Thermodynamic stability of a cold-active alpha-amylase from the Antarctic bacterium Alteromonas haloplanctis.

The thermal stability of the cold-active alpha-amylase (AHA) secreted by the Antarctic bacterium Alteromonas haloplanctis has been investigated by intrinsic fluorescence, circular dichroism, and differential scanning calorimetry. It was found that this heat-labile enzyme is the largest known multidomain protein exhibiting a reversible two-state unfolding, as demonstrated by the recovery of DeltaHcal values after consecutive calorimetric transitions, a DeltaHcal/DeltaHeff ratio close to unity, and the independence of unfolding thermodynamic parameters of scan rates.

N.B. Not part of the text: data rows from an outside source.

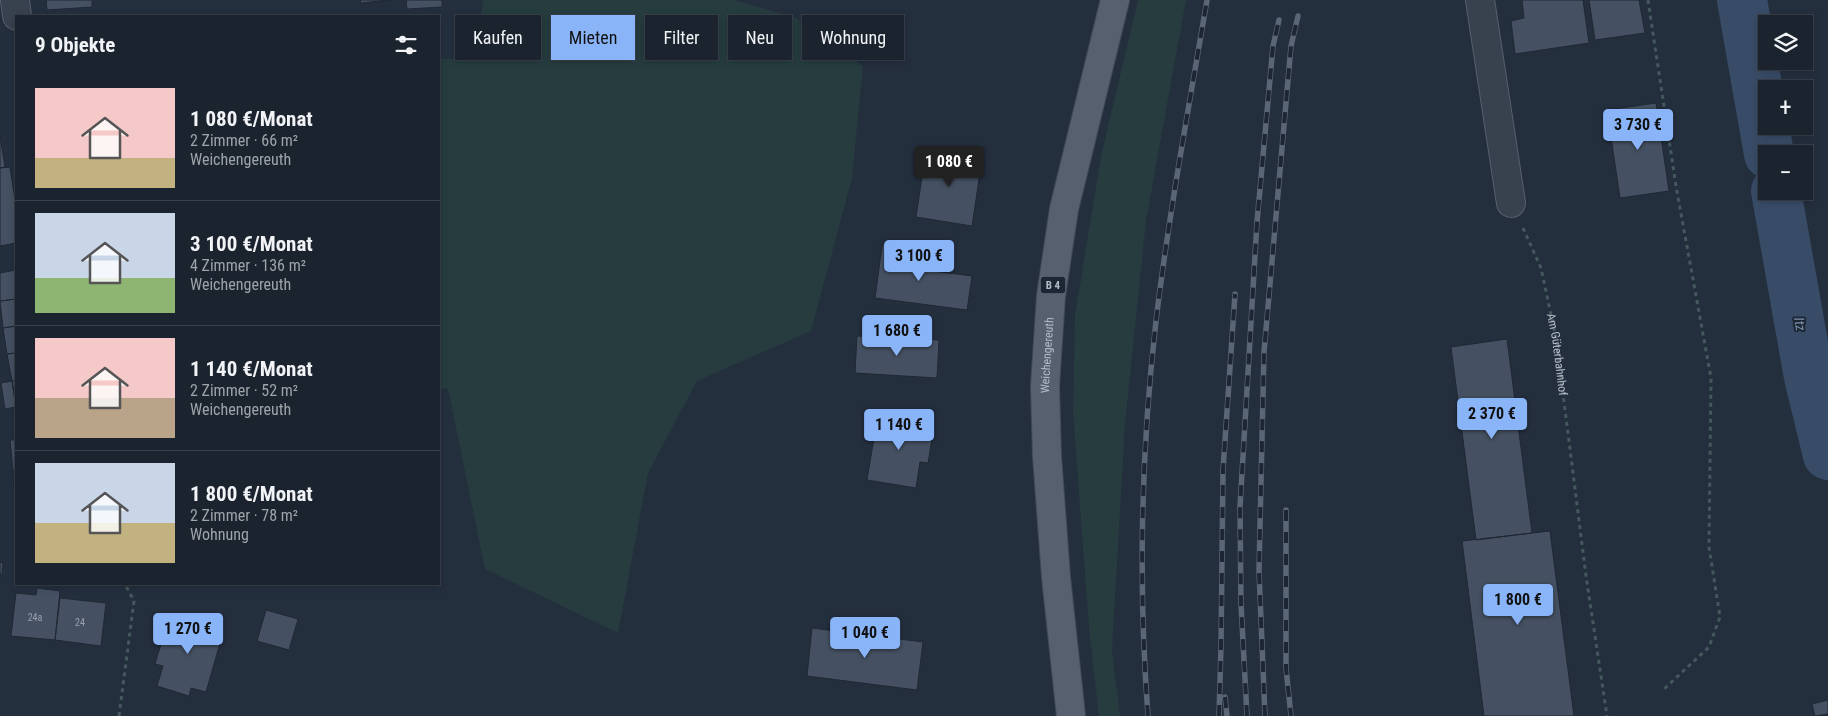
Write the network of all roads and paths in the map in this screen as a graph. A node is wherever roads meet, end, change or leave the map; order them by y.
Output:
1 (15, 0) edge
2 (1115, 0) edge
3 (1480, 0) edge
4 (1648, 0) edge
5 (17, 15) edge
6 (1511, 203) joint
7 (126, 585) edge
8 (1663, 690) dead end
9 (120, 716) edge
10 (1071, 716) edge
11 (1607, 716) edge

1 - 5 street
2 - 10 main road, Weichengereuth / B 4
3 - 6 street
4 - 8 path
6 - 11 path, Am Güterbahnhof
7 - 9 path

By contrast, the mesophilic alpha-amylases investigated here (from porcine pancreas, human salivary glands, yellow meal beetle, Bacillus amyloliquefaciens, and Bacillus licheniformis) unfold irreversibly according to a non-two-state mechanism. Unlike mesophilic alpha-amylases, the melting point of AHA is independent of calcium and chloride binding while the allosteric and structural functions of these ions are conserved. The thermostability of AHA at optimal conditions is characterized by a Tm of 43.7 degrees C, a DeltaHcal of 238 kcal mol-1, and a DeltaCp of 8.47 kcal mol-1 K-1. These values were used to calculate the Gibbs free energy of unfolding over a wide range of temperatures. This stability curve shows that (a) the specific DeltaGmax of AHA [22 cal ( mol of residue)-1] is 4 times lower than that of mesophilic alpha-amylases, (b) group hydration plays a crucial role in the enzyme flexibility at low temperatures, (c) the temperature of cold unfolding closely corresponds to the lower limit of bacterial growth, and (d) the recombinant heat-labile enzyme can be expressed in mesophilic hosts at moderate temperatures. It is also argued that the cold-active alpha-amylase has evolved toward the lowest possible conformational stability of its native state.[1]